La condesa Valeria parecía alta; además era delgada, demasiado delgada. La cara era tan blanca como la leche recién ordeñada y los ojos se hundían en órbitas aureoladas de ojeras. No era joven, pero tampoco parecía vieja. Tenía arrugas alrededor de la boca, pero la cara tenía facciones jóvenes. La boca era de color rojo oscuro, ancha y de labios abultados, muy diferente del resto de la cara, delicada y enjuta. El pelo, terso y cobrizo, relucía opacamente a la luz. En la cabeza lucía una diadema de plata con una sola incrustación de un ojo de gato. Vestía a la antigua, una túnica blanca con bordados de oro. Cuando él se inclinó lo saludó con un gesto.

—Eres bienvenido a mi castillo —dijo, y su voz era baja, muy profunda para una mujer.

—Agradezco tu amabilidad, condesa. —Se presentó.

Ella le indicó que se sentara enfrente. Sin duda era extraño cenar con una sola persona en el salón de un castillo. Los sirvientes les trajeron comida y vino. Tres juglares estaban sentados en la oscuridad, fuera del círculo de luz, y tocaban lo que a Blondel le sonó como una música oriental, vibrante y aguda, una música dolorosa y gemebunda.

—¿Y continúa la cruzada? —preguntó la condesa.

—Bueno, no. No por el momento. Ricardo firmó una tregua de tres años con Saladino. Casi todos los cruzados están de vuelta, creo.

—¿Ricardo? ¿Ricardo qué?

—El rey Ricardo… de Inglaterra —dijo Blondel; ella bromeaba, desde luego.

—Creía que el rey de los ingleses era Enrique.

—No, Enrique falleció.

—Ya veo. ¿Sabes?, por aquí no suelen pasar muchos viajeros; rara vez recibimos noticias. Pasaron años antes de que nos enterásemos de la muerte del duque Guillermo. Era amigo de mi hermano; en realidad, mi hermano lo acompañaba cuando desembarcó en Inglaterra.

—Pero… —Blondel se interrumpió; la mujer, obviamente, estaba fuera de sus cabales. Eso explicaba todo. El castillo silencioso y tal vez, incluso, la hosquedad de los aldeanos y la iglesia en ruinas. Sí, estaba loca; habían transcurrido casi ciento cincuenta años desde que Guillermo invadiera Inglaterra. Le sonrió; trataría de caerle en gracia.

—Ésos fueron grandes días —dijo, y luego preguntó cortésmente—: ¿Dónde está ahora tu hermano?

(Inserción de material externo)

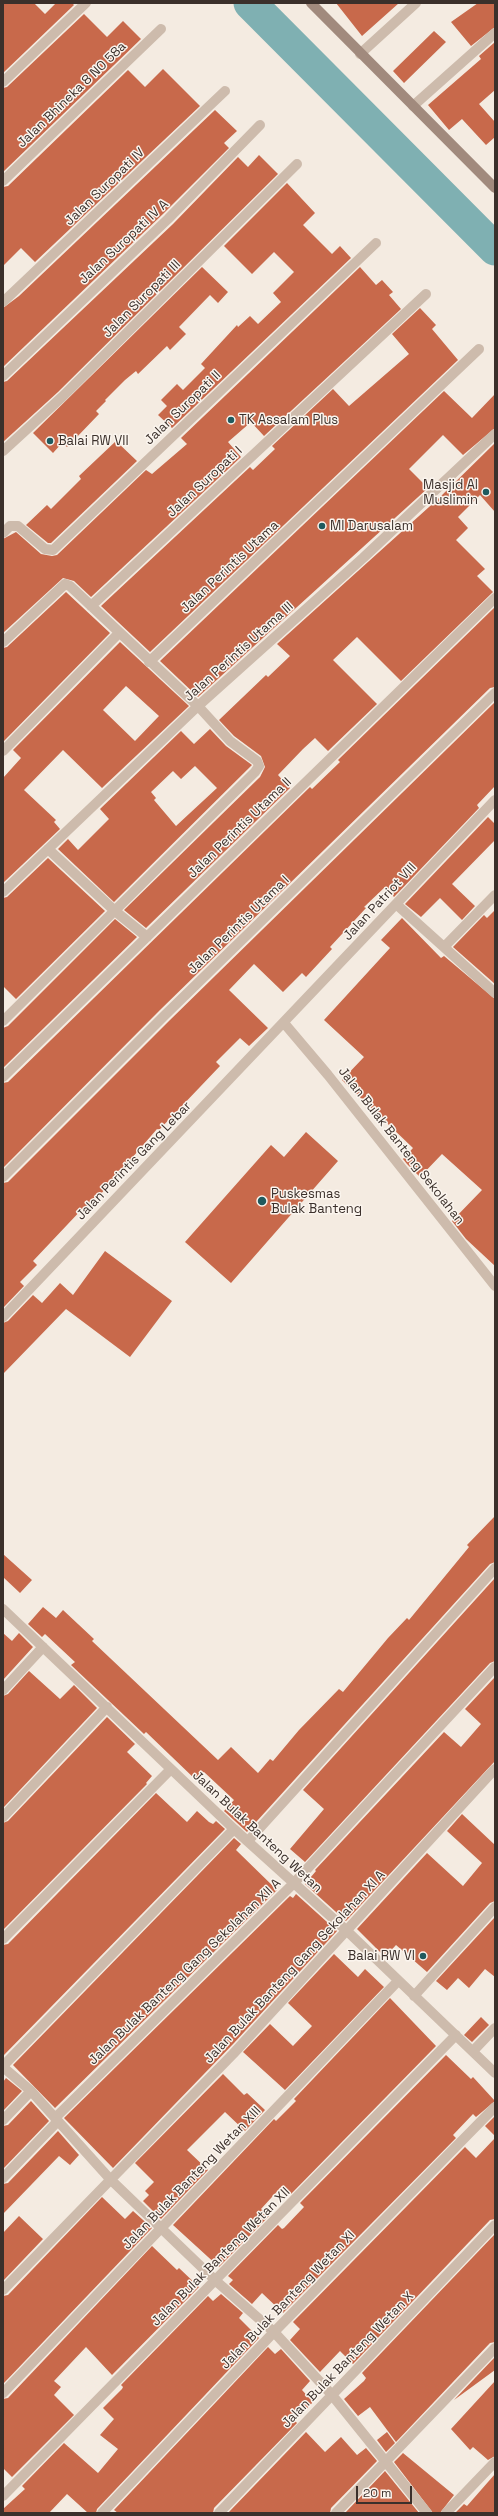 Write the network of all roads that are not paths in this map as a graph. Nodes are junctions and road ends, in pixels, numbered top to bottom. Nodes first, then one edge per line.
1 (86, 3) edge
2 (311, 3) edge
3 (416, 3) edge
4 (161, 29) dead end
5 (495, 33) edge
6 (360, 54) junction
7 (3, 82) edge
8 (224, 91) dead end
9 (413, 106) junction
10 (260, 125) dead end
11 (297, 164) dead end
12 (3, 181) edge
13 (495, 188) edge
14 (376, 243) dead end
15 (426, 294) dead end
16 (3, 302) edge
17 (479, 350) dead end
18 (3, 376) edge
19 (495, 434) edge
20 (3, 451) edge
21 (3, 533) edge
22 (495, 598) edge
23 (91, 606) junction
24 (119, 633) junction
25 (3, 642) edge
26 (148, 662) junction
27 (495, 693) edge
28 (198, 706) junction
29 (3, 752) edge
30 (495, 800) edge
31 (48, 850) junction
32 (3, 892) edge
33 (495, 895) edge
34 (396, 904) junction
35 (115, 912) junction
36 (147, 937) junction
37 (445, 946) junction
38 (495, 993) edge
39 (3, 1021) edge
40 (284, 1023) junction
41 (3, 1077) edge
42 (3, 1177) edge
43 (495, 1286) edge
44 (3, 1317) edge
45 (495, 1568) edge
46 (3, 1609) edge
47 (43, 1647) junction
48 (495, 1667) edge
49 (3, 1690) edge
50 (107, 1707) junction
51 (171, 1769) junction
52 (495, 1769) edge
53 (3, 1817) edge
54 (234, 1829) junction
55 (248, 1841) junction
56 (293, 1884) junction
57 (495, 1907) edge
58 (347, 1931) junction
59 (3, 1939) edge
60 (398, 1981) junction
61 (414, 1996) junction
62 (495, 2028) edge
63 (456, 2035) junction
64 (474, 2050) junction
65 (3, 2067) edge
66 (495, 2073) edge
67 (31, 2091) junction
68 (495, 2107) edge
69 (56, 2119) junction
70 (3, 2120) edge
71 (3, 2178) edge
72 (110, 2179) junction
73 (495, 2225) edge
74 (162, 2228) junction
75 (216, 2281) junction
76 (3, 2290) edge
77 (274, 2332) junction
78 (495, 2348) edge
79 (3, 2393) edge
80 (332, 2396) junction
81 (495, 2462) edge
82 (385, 2463) junction
83 (3, 2496) edge
84 (102, 2513) edge
85 (219, 2513) edge
86 (336, 2513) edge
87 (427, 2513) edge
88 (446, 2513) edge

1 - 7 street
2 - 6 street
3 - 6 street
4 - 12 street, Jalan Bhineka 8 NO 58a
5 - 9 street
6 - 9 street
8 - 16 street, Jalan Suropati IV
9 - 13 street
10 - 18 street, Jalan Suropati IV A
11 - 20 street, Jalan Suropati III
14 - 21 street, Jalan Suropati II
15 - 23 street, Jalan Suropati I
17 - 26 street, Jalan Perintis Utama
19 - 28 street, Jalan Perintis Utama III
22 - 36 street, Jalan Perintis Utama II
23 - 24 street
23 - 25 street
24 - 26 street
24 - 29 street
26 - 28 street
27 - 42 street, Jalan Perintis Utama I
28 - 31 street, Jalan Perintis Utama III
28 - 35 street
30 - 34 street, Jalan Patriot VIII
31 - 32 street, Jalan Perintis Utama III
31 - 35 street
33 - 37 street
34 - 37 street
34 - 40 street, Jalan Patriot VIII
35 - 36 street
35 - 39 street
36 - 41 street, Jalan Perintis Utama II
37 - 38 street
40 - 43 street, Jalan Bulak Banteng Sekolahan
40 - 44 street, Jalan Perintis Gang Lebar
45 - 55 street
46 - 47 street, Jalan Bulak Banteng Wetan
47 - 49 street
47 - 50 street, Jalan Bulak Banteng Wetan
48 - 56 street, Jalan Bulak Banteng Gang Sekolahan XII A
50 - 51 street, Jalan Bulak Banteng Wetan
50 - 53 street
51 - 54 street, Jalan Bulak Banteng Wetan
51 - 59 street
52 - 58 street, Jalan Bulak Banteng Gang Sekolahan XI A
54 - 55 street, Jalan Bulak Banteng Wetan
54 - 65 street
55 - 56 street, Jalan Bulak Banteng Wetan
56 - 58 street, Jalan Bulak Banteng Wetan
56 - 69 street, Jalan Bulak Banteng Gang Sekolahan XII A
57 - 61 street
58 - 60 street, Jalan Bulak Banteng Wetan
58 - 72 street, Jalan Bulak Banteng Gang Sekolahan XI A
60 - 61 street, Jalan Bulak Banteng Wetan
60 - 74 street, Jalan Bulak Banteng Wetan XIII
61 - 63 street, Jalan Bulak Banteng Wetan
62 - 64 street
63 - 64 street, Jalan Bulak Banteng Wetan
63 - 75 street, Jalan Bulak Banteng Wetan XII
64 - 66 street, Jalan Bulak Banteng Wetan
65 - 67 street
67 - 69 street
67 - 70 street
68 - 77 street, Jalan Bulak Banteng Wetan XI
69 - 71 street, Jalan Bulak Banteng Gang Sekolahan XII A
69 - 72 street
72 - 74 street
72 - 76 street, Jalan Bulak Banteng Gang Sekolahan XI A
73 - 80 street, Jalan Bulak Banteng Wetan X
74 - 75 street
74 - 79 street, Jalan Bulak Banteng Wetan XIII
75 - 77 street
75 - 83 street, Jalan Bulak Banteng Wetan XII
77 - 80 street
77 - 84 street, Jalan Bulak Banteng Wetan XI
78 - 82 street
80 - 82 street
80 - 85 street, Jalan Bulak Banteng Wetan X
81 - 88 street
82 - 86 street
82 - 87 street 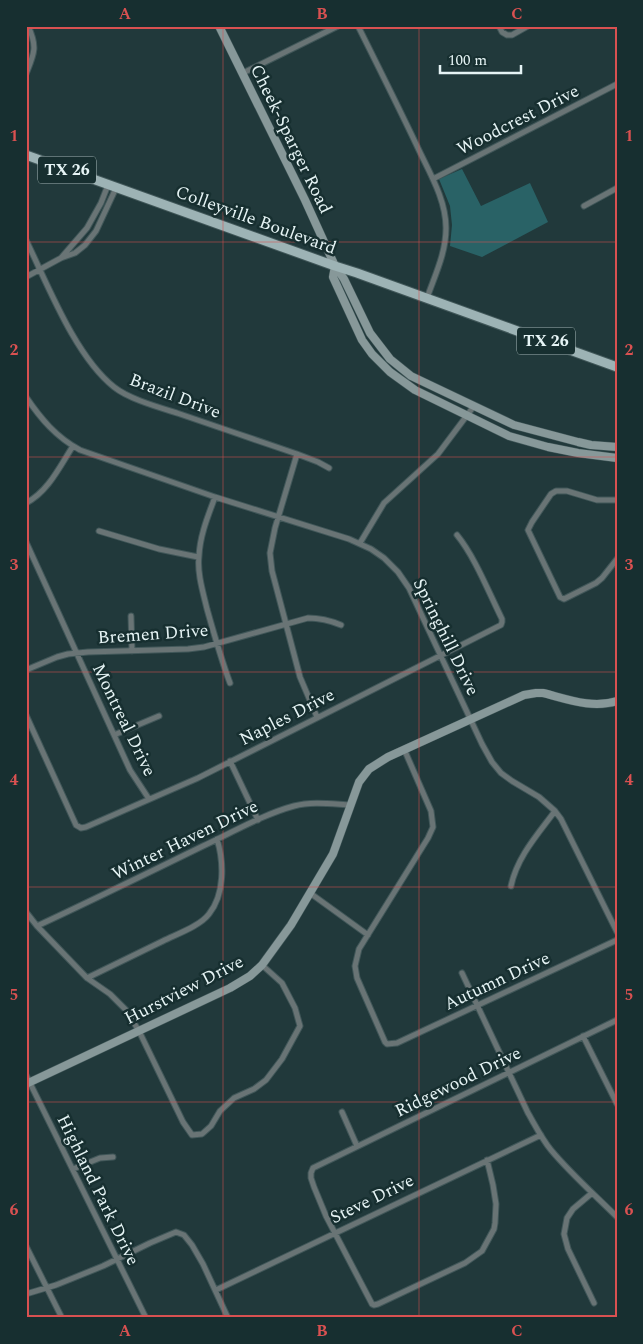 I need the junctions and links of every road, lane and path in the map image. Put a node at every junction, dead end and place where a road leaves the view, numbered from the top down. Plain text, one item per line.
1 (28, 26) edge
2 (219, 26) edge
3 (338, 26) edge
4 (358, 26) edge
5 (499, 26) edge
6 (528, 26) edge
7 (242, 73) junction
8 (26, 74) edge
9 (617, 84) edge
10 (26, 156) edge
11 (432, 179) junction
12 (112, 186) junction
13 (617, 188) edge
14 (584, 206) dead end
15 (26, 240) edge
16 (61, 258) junction
17 (335, 266) junction
18 (40, 270) junction
19 (26, 276) edge
20 (427, 298) junction
21 (617, 367) edge
22 (26, 397) edge
23 (474, 406) junction
24 (468, 416) junction
25 (73, 446) junction
26 (617, 447) edge
27 (297, 454) junction
28 (617, 458) edge
29 (329, 468) dead end
30 (215, 497) junction
31 (617, 500) edge
32 (26, 503) edge
33 (278, 516) junction
34 (99, 531) dead end
35 (457, 535) dead end
36 (26, 542) edge
37 (360, 543) junction
38 (198, 557) junction
39 (617, 559) edge
40 (131, 616) dead end
41 (286, 624) junction
42 (341, 625) dead end
43 (216, 644) junction
44 (132, 651) junction
45 (77, 653) junction
46 (441, 656) junction
47 (26, 670) edge
48 (230, 683) dead end
49 (617, 701) edge
50 (26, 715) edge
51 (159, 716) dead end
52 (317, 717) junction
53 (470, 720) junction
54 (114, 735) junction
55 (404, 749) junction
56 (230, 761) junction
57 (148, 800) junction
58 (351, 805) junction
59 (555, 811) junction
60 (258, 820) junction
61 (217, 839) junction
62 (511, 886) dead end
63 (310, 893) junction
64 (26, 912) edge
65 (37, 926) junction
66 (617, 932) edge
67 (368, 935) junction
68 (617, 940) edge
69 (262, 965) junction
70 (462, 973) dead end
71 (87, 978) junction
72 (477, 1005) junction
73 (617, 1020) edge
74 (139, 1031) junction
75 (583, 1036) junction
76 (510, 1073) junction
77 (26, 1075) edge
78 (28, 1084) edge
79 (617, 1104) edge
80 (342, 1112) dead end
81 (540, 1134) junction
82 (357, 1146) junction
83 (113, 1158) dead end
84 (486, 1160) junction
85 (73, 1169) junction
86 (592, 1193) junction
87 (617, 1217) edge
88 (334, 1232) junction
89 (26, 1246) edge
90 (117, 1259) junction
91 (46, 1288) junction
92 (216, 1290) junction
93 (26, 1294) edge
94 (594, 1303) dead end
95 (62, 1318) edge
96 (146, 1318) edge
97 (228, 1318) edge

1 - 8 street
2 - 7 main road, Cheek-Sparger Road
3 - 7 street
4 - 11 street
5 - 6 street
7 - 17 main road, Cheek-Sparger Road
9 - 11 street, Woodcrest Drive
10 - 12 main road, Colleyville Boulevard / TX 26
11 - 20 street
12 - 16 street
12 - 16 street
12 - 17 main road, Colleyville Boulevard / TX 26
13 - 14 street
15 - 18 street, Brazil Drive
16 - 18 street
17 - 20 main road, Colleyville Boulevard / TX 26
17 - 23 main road
17 - 24 main road
18 - 19 street
18 - 27 street, Brazil Drive
20 - 21 main road, Colleyville Boulevard / TX 26
22 - 25 street, Springhill Drive
23 - 24 street
23 - 26 main road
24 - 28 main road
24 - 37 street
25 - 30 street, Springhill Drive
25 - 32 street
27 - 29 street, Brazil Drive
27 - 33 street
30 - 33 street, Springhill Drive
30 - 38 street
31 - 39 street
33 - 37 street, Springhill Drive
33 - 41 street
34 - 38 street
35 - 46 street, Naples Drive
36 - 45 street, Montreal Drive
37 - 46 street, Springhill Drive
38 - 43 street
40 - 44 street
41 - 42 street, Bremen Drive
41 - 43 street, Bremen Drive
41 - 52 street
43 - 44 street, Bremen Drive
43 - 48 street
44 - 45 street, Bremen Drive
45 - 47 street, Bremen Drive
45 - 54 street, Montreal Drive
46 - 52 street, Naples Drive
46 - 53 street, Springhill Drive
49 - 53 main road, Hurstview Drive
50 - 57 street, Naples Drive
51 - 54 street
52 - 56 street, Naples Drive
53 - 55 main road, Hurstview Drive
53 - 59 street, Springhill Drive
54 - 57 street, Montreal Drive
55 - 58 main road, Hurstview Drive
55 - 67 street
56 - 57 street, Naples Drive
56 - 60 street
58 - 60 street, Winter Haven Drive
58 - 63 main road, Hurstview Drive
59 - 62 street
59 - 66 street, Springhill Drive
60 - 61 street, Winter Haven Drive
61 - 65 street, Winter Haven Drive
61 - 71 street
63 - 67 street
63 - 69 main road, Hurstview Drive
64 - 65 street
65 - 71 street
67 - 72 street, Autumn Drive
68 - 72 street, Autumn Drive
69 - 74 main road, Hurstview Drive
69 - 74 street
70 - 72 street
71 - 74 street
72 - 76 street
73 - 75 street, Ridgewood Drive
74 - 78 main road, Hurstview Drive
75 - 76 street, Ridgewood Drive
75 - 79 street
76 - 81 street
76 - 82 street, Ridgewood Drive
77 - 78 street, Highland Park Drive
78 - 85 street, Highland Park Drive
80 - 82 street
81 - 84 street, Steve Drive
81 - 86 street
82 - 88 street, Ridgewood Drive
83 - 85 street
84 - 88 street, Steve Drive
84 - 88 street
85 - 90 street, Highland Park Drive
86 - 87 street
86 - 94 street
88 - 92 street, Steve Drive
89 - 91 street
90 - 91 street
90 - 92 street
90 - 96 street, Highland Park Drive
91 - 93 street
91 - 95 street
92 - 97 street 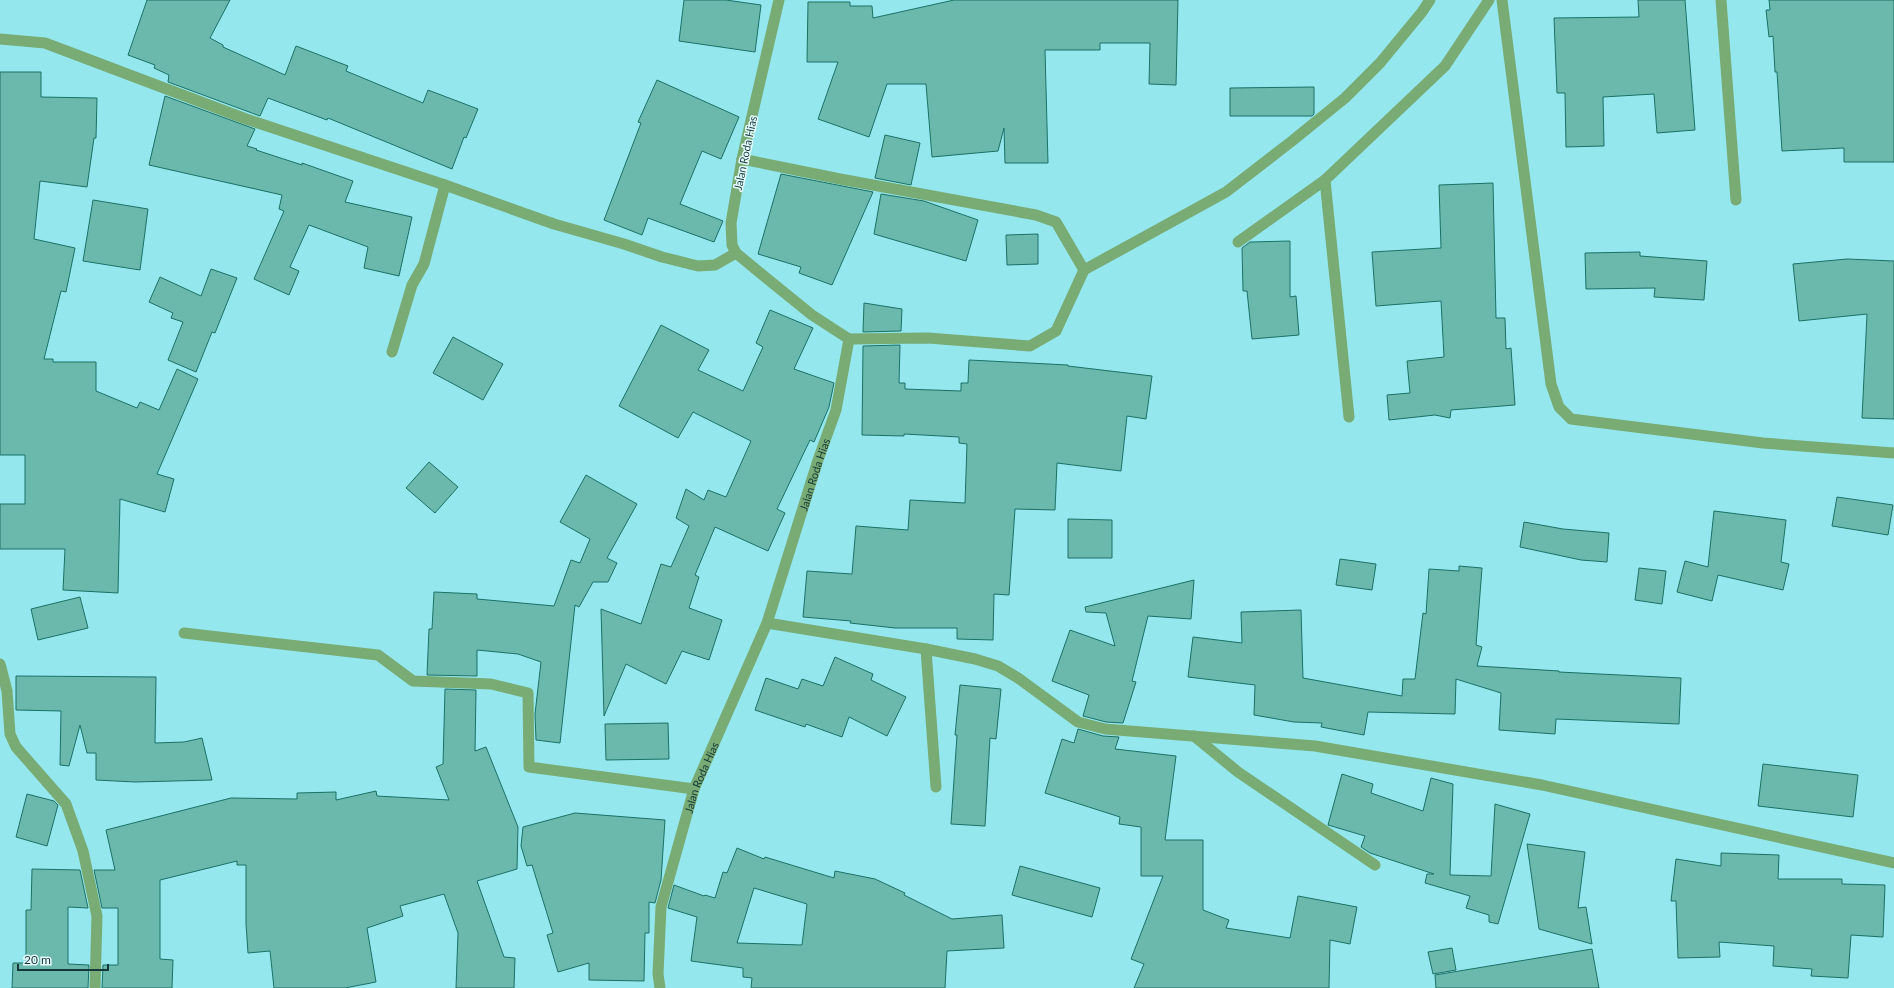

—Muerto —suspiró la condesa, mirándose las manos blancas y alargadas, con uñas puntiagudas como las garras de un dragón de alabastro—. Toda mi familia ha muerto, excepto mi padre y yo; él vive en otra región de Austria, un paraje apartado como éste. A mi familia nunca le ha interesado la vida cortesana. Nos gusta la soledad —y rió suavemente, un susurro de hojas secas—. Pero háblame de las cortes. Siempre siento curiosidad por saber qué ocurre, y un día, pronto quizá, me iré de este castillo y volveré a viajar. Hace muchos años que no salgo de aquí. Creo que la última vez Federico era emperador. Pero estoy convencida de que en el mundo no se han producido grandes cambios: todo lo más, unas pocas guerras, nuevos reyes y esas ridículas cruzadas. No las apruebo, ¿sabes? Me parecen completamente inútiles. —Esta afirmación fue inesperadamente enfática; por primera vez levantaba la voz—. Pero bebe más vino —dijo, retomando su tono ordinario, inexpresivo. Blondel se sirvió vino de una jarra de plata, un vino rojo como el granate.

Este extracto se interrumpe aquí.